** HOW TO COMPLETE THIS TASK **
Take the entries below and write them out exactly, with each picture removed.

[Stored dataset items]

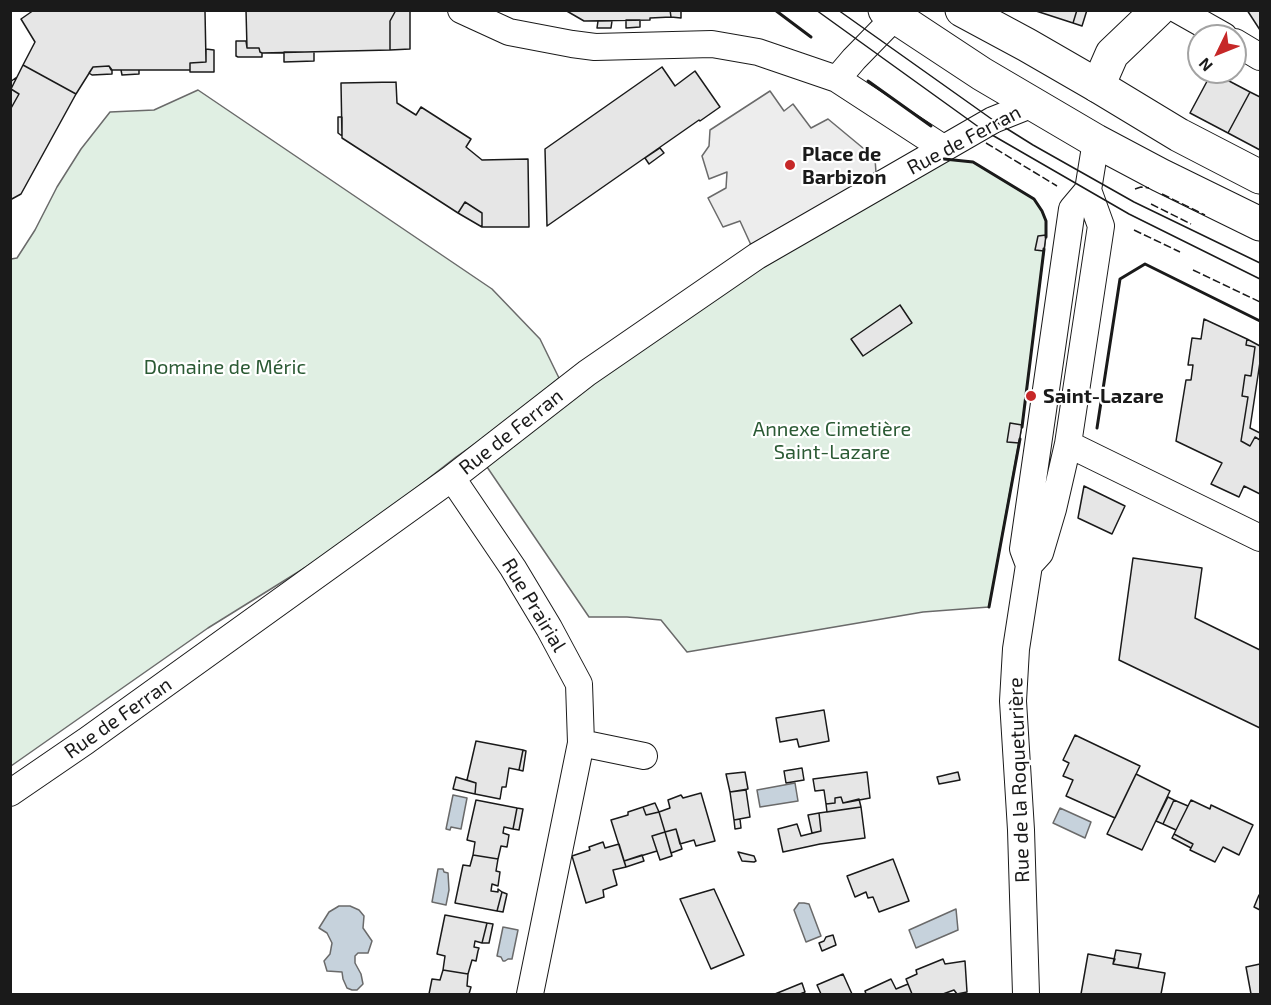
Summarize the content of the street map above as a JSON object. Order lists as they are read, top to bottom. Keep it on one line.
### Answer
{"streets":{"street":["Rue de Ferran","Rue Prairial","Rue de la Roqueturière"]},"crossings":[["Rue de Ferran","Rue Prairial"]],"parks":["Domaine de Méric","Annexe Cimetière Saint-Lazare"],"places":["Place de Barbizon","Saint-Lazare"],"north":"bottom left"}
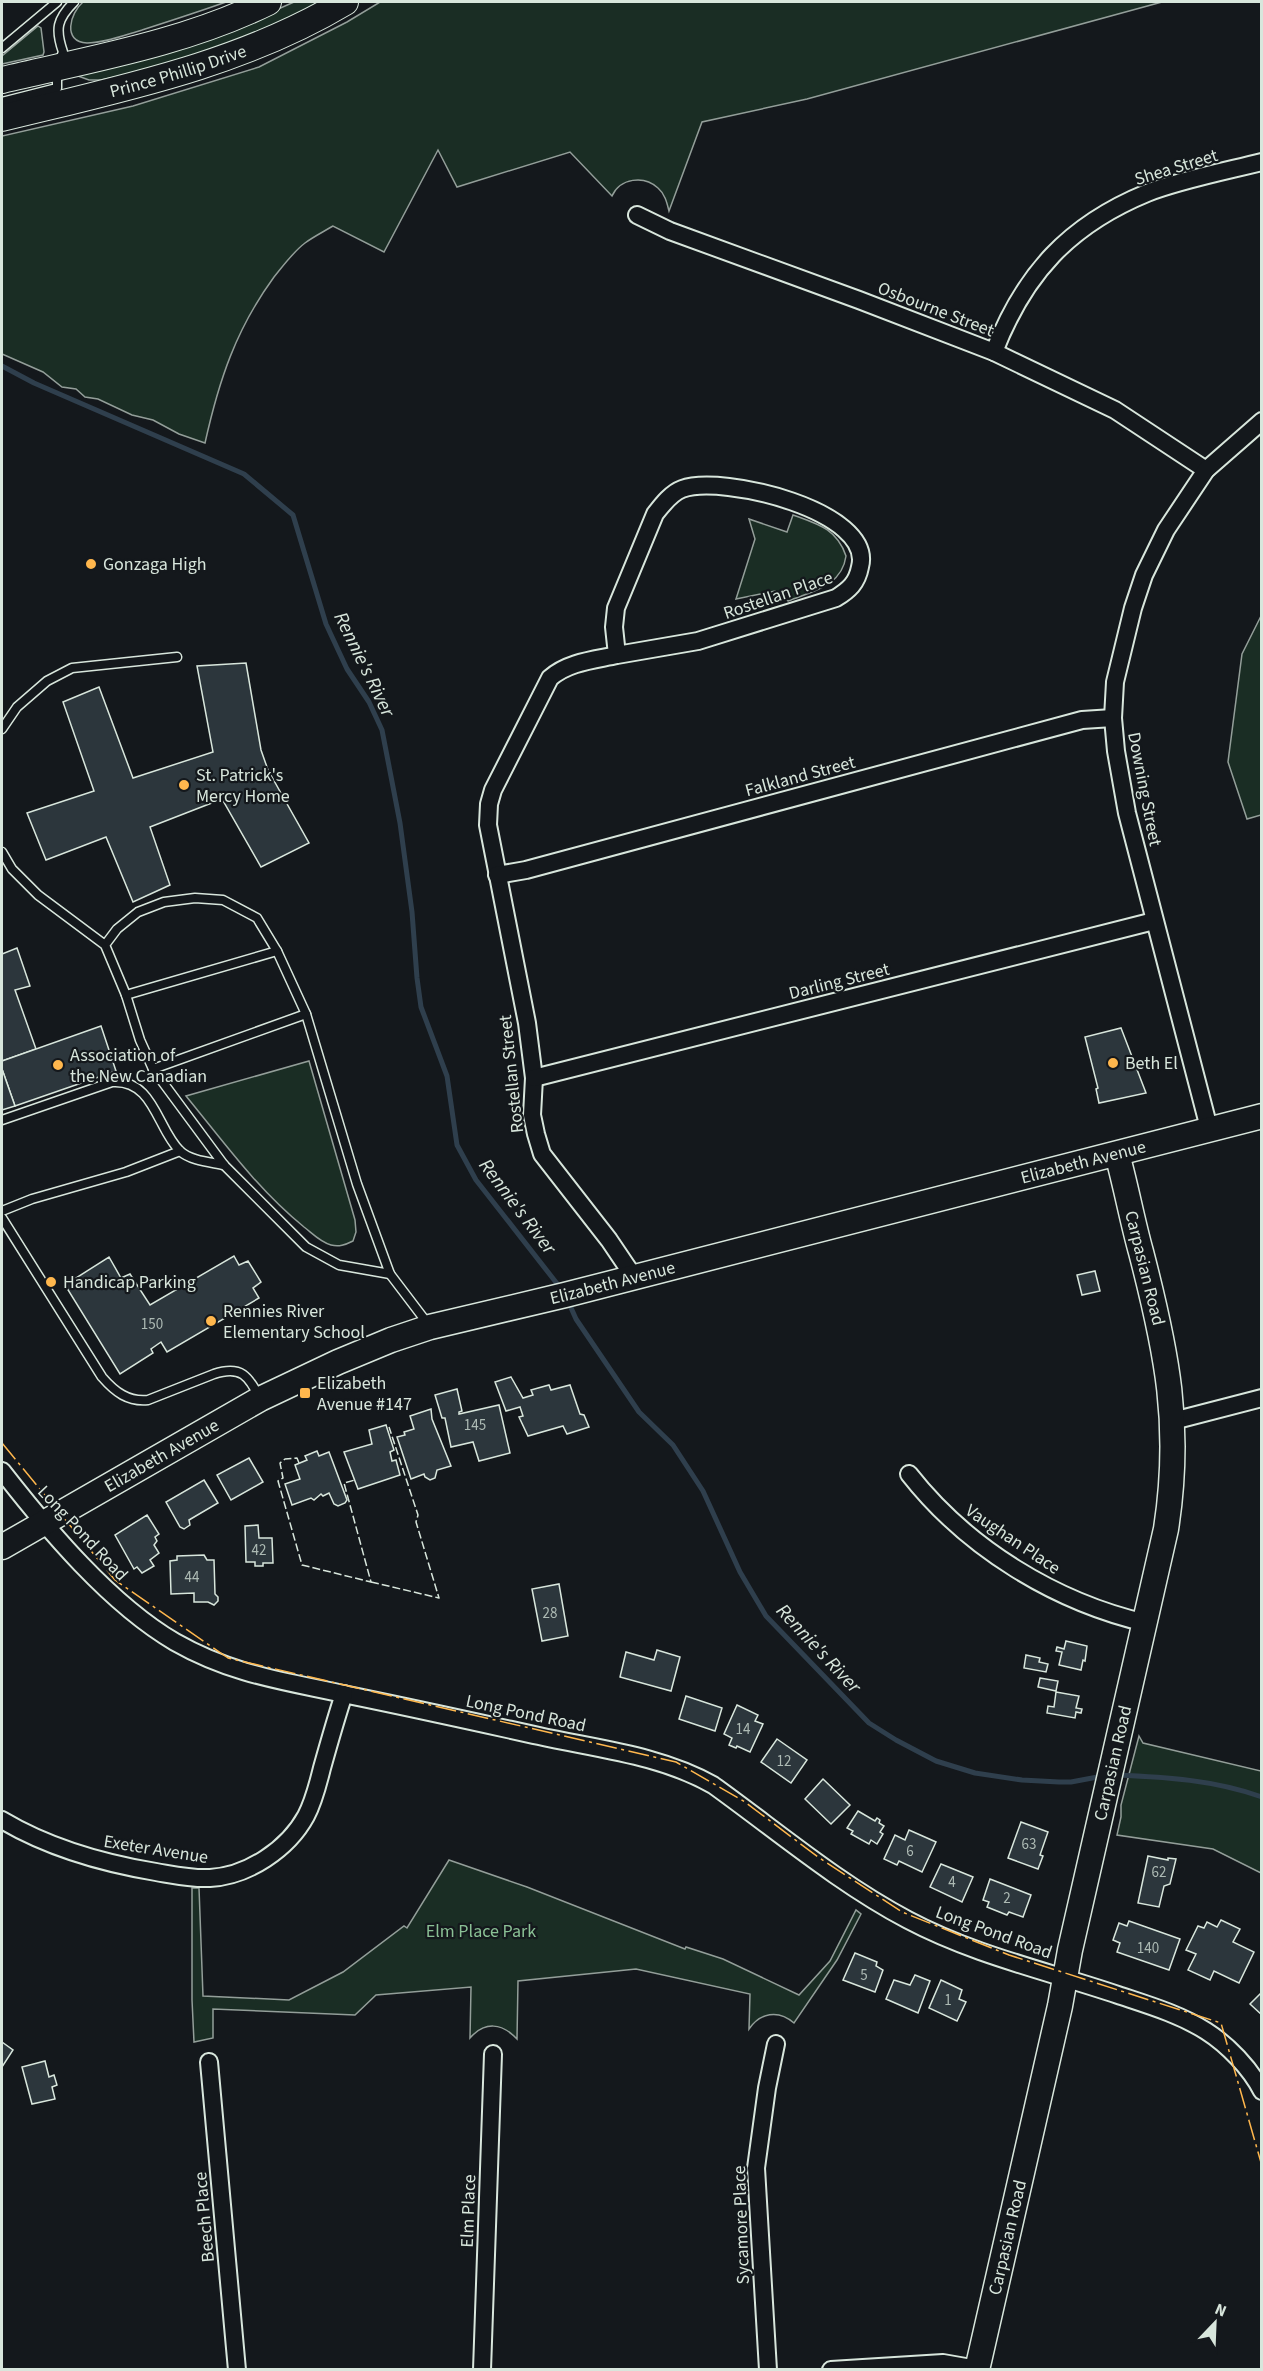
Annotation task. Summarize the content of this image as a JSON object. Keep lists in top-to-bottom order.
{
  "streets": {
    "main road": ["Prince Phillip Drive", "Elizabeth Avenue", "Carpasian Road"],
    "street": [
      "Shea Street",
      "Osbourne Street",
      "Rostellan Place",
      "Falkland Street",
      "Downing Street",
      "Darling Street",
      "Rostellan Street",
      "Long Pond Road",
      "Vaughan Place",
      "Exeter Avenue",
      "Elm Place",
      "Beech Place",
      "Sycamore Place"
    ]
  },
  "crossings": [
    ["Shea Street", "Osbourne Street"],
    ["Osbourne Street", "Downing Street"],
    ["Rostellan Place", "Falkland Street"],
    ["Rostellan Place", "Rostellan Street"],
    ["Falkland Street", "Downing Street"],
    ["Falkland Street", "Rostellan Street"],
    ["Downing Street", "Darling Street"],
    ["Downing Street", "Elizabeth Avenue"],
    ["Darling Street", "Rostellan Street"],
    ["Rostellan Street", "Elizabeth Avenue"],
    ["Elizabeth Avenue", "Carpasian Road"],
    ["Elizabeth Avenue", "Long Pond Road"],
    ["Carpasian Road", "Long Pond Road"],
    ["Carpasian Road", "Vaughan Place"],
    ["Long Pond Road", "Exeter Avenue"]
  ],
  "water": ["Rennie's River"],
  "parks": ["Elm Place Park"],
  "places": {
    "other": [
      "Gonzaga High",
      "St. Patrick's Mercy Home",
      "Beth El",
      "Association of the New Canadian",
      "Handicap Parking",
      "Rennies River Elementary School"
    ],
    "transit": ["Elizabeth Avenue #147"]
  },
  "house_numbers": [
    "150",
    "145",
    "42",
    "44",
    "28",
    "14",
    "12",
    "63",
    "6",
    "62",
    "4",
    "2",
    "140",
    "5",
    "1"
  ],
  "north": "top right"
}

** ANSWER SPACE **
Summarize the content of the street map above as a JSON object. Order lists as they are read, top to bottom. Keep it on one line.
### Answer
{"streets":{"street":["Rue de Ferran","Rue Prairial","Rue de la Roqueturière"]},"crossings":[["Rue de Ferran","Rue Prairial"]],"parks":["Domaine de Méric","Annexe Cimetière Saint-Lazare"],"places":["Place de Barbizon","Saint-Lazare"],"north":"bottom left"}
Annotation task. Summarize the content of this image as a JSON object. Keep lists in top-to-bottom order.
{
  "streets": {
    "main road": ["Prince Phillip Drive", "Elizabeth Avenue", "Carpasian Road"],
    "street": [
      "Shea Street",
      "Osbourne Street",
      "Rostellan Place",
      "Falkland Street",
      "Downing Street",
      "Darling Street",
      "Rostellan Street",
      "Long Pond Road",
      "Vaughan Place",
      "Exeter Avenue",
      "Elm Place",
      "Beech Place",
      "Sycamore Place"
    ]
  },
  "crossings": [
    ["Shea Street", "Osbourne Street"],
    ["Osbourne Street", "Downing Street"],
    ["Rostellan Place", "Falkland Street"],
    ["Rostellan Place", "Rostellan Street"],
    ["Falkland Street", "Downing Street"],
    ["Falkland Street", "Rostellan Street"],
    ["Downing Street", "Darling Street"],
    ["Downing Street", "Elizabeth Avenue"],
    ["Darling Street", "Rostellan Street"],
    ["Rostellan Street", "Elizabeth Avenue"],
    ["Elizabeth Avenue", "Carpasian Road"],
    ["Elizabeth Avenue", "Long Pond Road"],
    ["Carpasian Road", "Long Pond Road"],
    ["Carpasian Road", "Vaughan Place"],
    ["Long Pond Road", "Exeter Avenue"]
  ],
  "water": ["Rennie's River"],
  "parks": ["Elm Place Park"],
  "places": {
    "other": [
      "Gonzaga High",
      "St. Patrick's Mercy Home",
      "Beth El",
      "Association of the New Canadian",
      "Handicap Parking",
      "Rennies River Elementary School"
    ],
    "transit": ["Elizabeth Avenue #147"]
  },
  "house_numbers": [
    "150",
    "145",
    "42",
    "44",
    "28",
    "14",
    "12",
    "63",
    "6",
    "62",
    "4",
    "2",
    "140",
    "5",
    "1"
  ],
  "north": "top right"
}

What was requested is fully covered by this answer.